A tiny number of cases of a dread disease having patients who "spontaneously"
(that is, through mechanisms not fully understood) go into long-term remission
from their disease is a routine part of medical practice. AIDS has been scary
in the years since it was discovered precisely because of how infrequently
patients go into remission, compared to patients with many other dread
diseases. Any unusual case of AIDS becoming less grave in its symptoms in any
patient is well worth investigating, but it remains to be seen how well
understanding those rare cases will generalize to a cure or preventive
treatment for AIDS.

The big surprise about AIDS for people like me who were already reading about
medical research before AIDS was discovered is how effective antiviral
treatments for AIDS have been. The new approach of "treatment as prevention"

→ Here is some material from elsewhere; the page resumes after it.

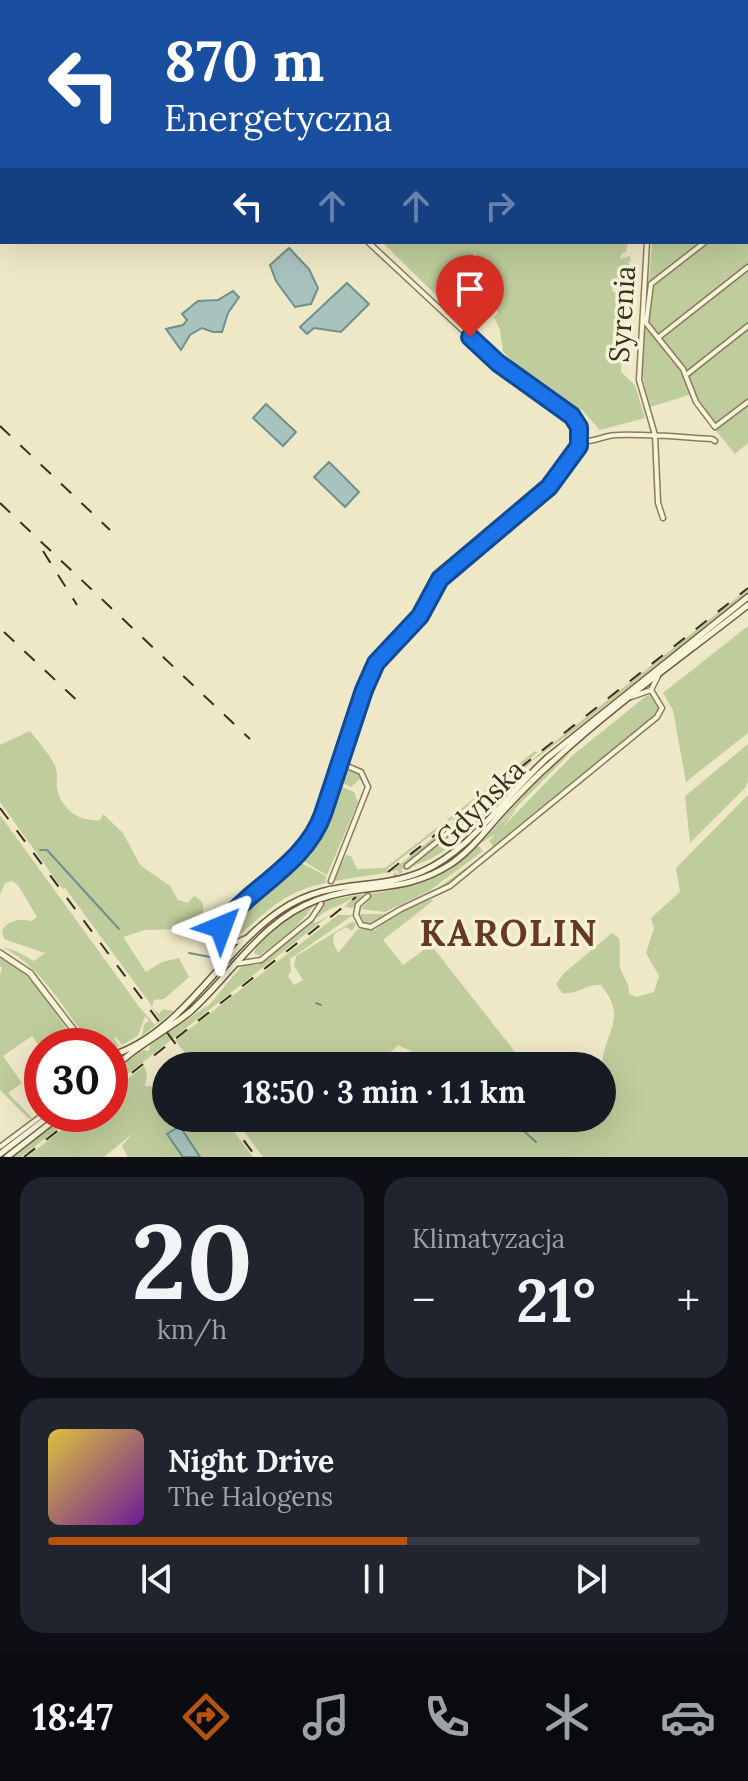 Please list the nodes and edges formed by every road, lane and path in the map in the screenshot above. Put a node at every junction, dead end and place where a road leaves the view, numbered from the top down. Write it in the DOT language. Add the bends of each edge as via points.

looks very promising, and there are patients who knew of HIV-positive status
in the early 1990s who are still alive and generally healthy--IF they are
consistent in taking their antiviral medications--today in 2012, which was not
at all expected by researchers even a few years before the protease inhibitor
medications were developed. Antiviral drugs are still rare, and AIDS has been
a surprising case of effective drug development on a very short time scale.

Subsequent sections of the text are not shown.